1
votes

I have the following xsl document: http://jsfiddle.net/Abadi/92ndrnut/2/. I need to add : disable-output-escaping="yes". Because when it is applied on:

<CARRIERNAME>
    <![CDATA[AT&T]]>
</CARRIERNAME>.

It is producing :AT&amp;T.

The applied template was:

<xsl:value-of select="CARRIERNAME" />.

When I updated it to :

<xsl:value-of select="CARRIERNAME" disable-output-escaping="yes" />,

it worked and the output was :AT&T.

My problem is how to add disable-output-escaping="yes" to the xsl document so that it will be applied in all templates.

The change should take place in the xsl documnet provided in the link. Or if there might be a different approach. I am new to xslt and I would appreciate your help.

2
Please select either XSLT 1.0 or 2.0, not both. Your question is also tagged with Google Chrome; are you using a browser to do the transformation? - michael.hor257k
I am using chrome and FireFox - Abadi
Then you're not using XSLT 2.0. And I don't see why the (unescaped) result of AT&amp;T is a problem: any browser will render it to screen as AT&T without you having to do anything (other than fix your stylesheet, as explained in the comment given by Abel below). - michael.hor257k
The result will be displayed in csv file and not in the browsers - Abadi
That is confusing. If you're "using chrome and FireFox", how will the result "be displayed in csv file"? And if you want a csv file as the result, why don't you set the output method to text - which will solve the escaping problem? - michael.hor257k

2 Answers

1
votes

My problem is how to add disable-output-escaping="yes" to the xsl document so that it will be applied in all templates.
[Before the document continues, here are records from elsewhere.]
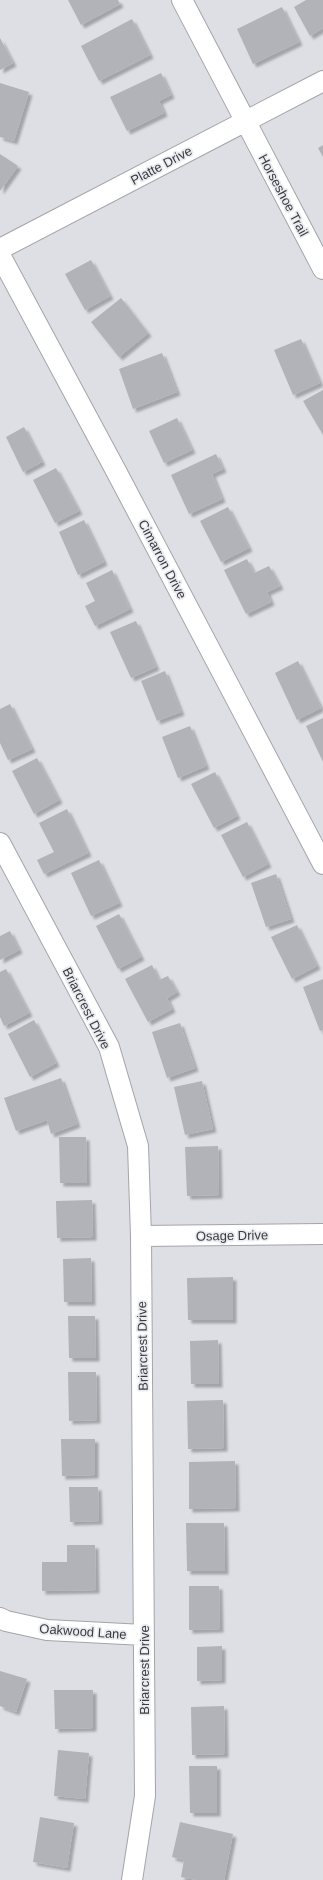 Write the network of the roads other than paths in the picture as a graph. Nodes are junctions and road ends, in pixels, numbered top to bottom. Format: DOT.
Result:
graph roads {
  1 [pos="182,0"];
  2 [pos="323,81"];
  3 [pos="245,121"];
  4 [pos="0,249"];
  5 [pos="0,255"];
  6 [pos="323,269"];
  7 [pos="0,843"];
  8 [pos="323,864"];
  9 [pos="323,1234"];
  10 [pos="141,1236"];
  11 [pos="0,1618"];
  12 [pos="144,1635"];
  13 [pos="132,1880"];
  1 -- 3 [label="street, Horseshoe Trail"];
  2 -- 3 [label="street, Platte Drive"];
  3 -- 4 [label="street, Platte Drive"];
  3 -- 6 [label="street, Horseshoe Trail"];
  5 -- 8 [label="street, Cimarron Drive"];
  7 -- 10 [label="street, Briarcrest Drive"];
  9 -- 10 [label="street, Osage Drive"];
  10 -- 12 [label="street, Briarcrest Drive"];
  11 -- 12 [label="street, Oakwood Lane"];
  12 -- 13 [label="street, Briarcrest Drive"];
}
This is a feature of XSLT 2.0, where disable-output-escaping has been considered deprecated and replaced by xsl:character-maps. These character maps can be applied to the whole output.

Note that <![CDATA[AT&T]]> is the same as AT&amp;T. Any XML having AT&amp;T will be displayed in a client as AT&T, because it is merely a way of escaping the &. Forcing the & to not be escaped makes the resulting XML invalid XML. If HTML is your output, then in some cases this kind of escaping is required (i.e. in script elements).

A workaround you can use in XSLT 1.0 is as follows. Assuming your entry point is where you start at the root node:

<xsl:template match="/">
    <!-- your code here -->
</xsl:template>

Replace that with:

<xsl:template match="/">
    <xsl:variable name="pre-process">
        <!-- your code here -->
    <xsl:variable>
    <xsl:apply-templates select="exslt:node-set($pre-process)" mode="escape"/>
</xsl:template>

<xsl:template match="@* | *" mode="escape">
    <xsl:copy>
        <xsl:apply-templates select="node()" mode="escape"/>
    </xsl:copy>
</xsl:template>

<xsl:template match="text()" mode="escape">
    <xsl:value-of select="." disable-output-escaping="yes" />
</xsl:template>

The above code simply re-processes everything and specificially processes text nodes to be escaped (the only nodes to matter when it comes down to escaping). The code depends on the availability of the extension function exslt:node-set, but just about every XSLT 1.0 processor supports it.


A few comments on the code provided in the link:

<xsl:if test="following-sibling::*">
    <xsl:text></xsl:text>
</xsl:if>

This has no effect.

<xsl:sort>
   <xsl:attribute name="select"><xsl:value-of select="meta_data//bindto"/></xsl:attribute>
   <xsl:attribute name="data-type"><xsl:value-of select="meta_data//sortby_type"/></xsl:attribute>
   <xsl:attribute name="order"><xsl:value-of select="meta_data//direction"/></xsl:attribute>
 </xsl:sort>

This has no effect (sorting attributes is meaningless, as attributes are always output in any order preferred by the processor).

<xsl:text><xsl:value-of select="display_precision"/></xsl:text>

This is illegal, if you still have this, you will not be able to run your stylesheet.

0
votes

It's not clear why you want to disable output escaping. If you are producing XML or HTML, the ampersand needs to be escaped for the XML or HTML to be valid. If you are producing something else (text), you should be using the text output method rather than the XML or HTML output method. Perhaps all you need is <xsl:output method="text"/>

90% of the time if beginners use disable-output-escaping it is because they haven't found the right way to achieve the effect they are looking for. Unfortunately though you haven't really explained what you are trying to achieve (like, what is the output of your transformation?).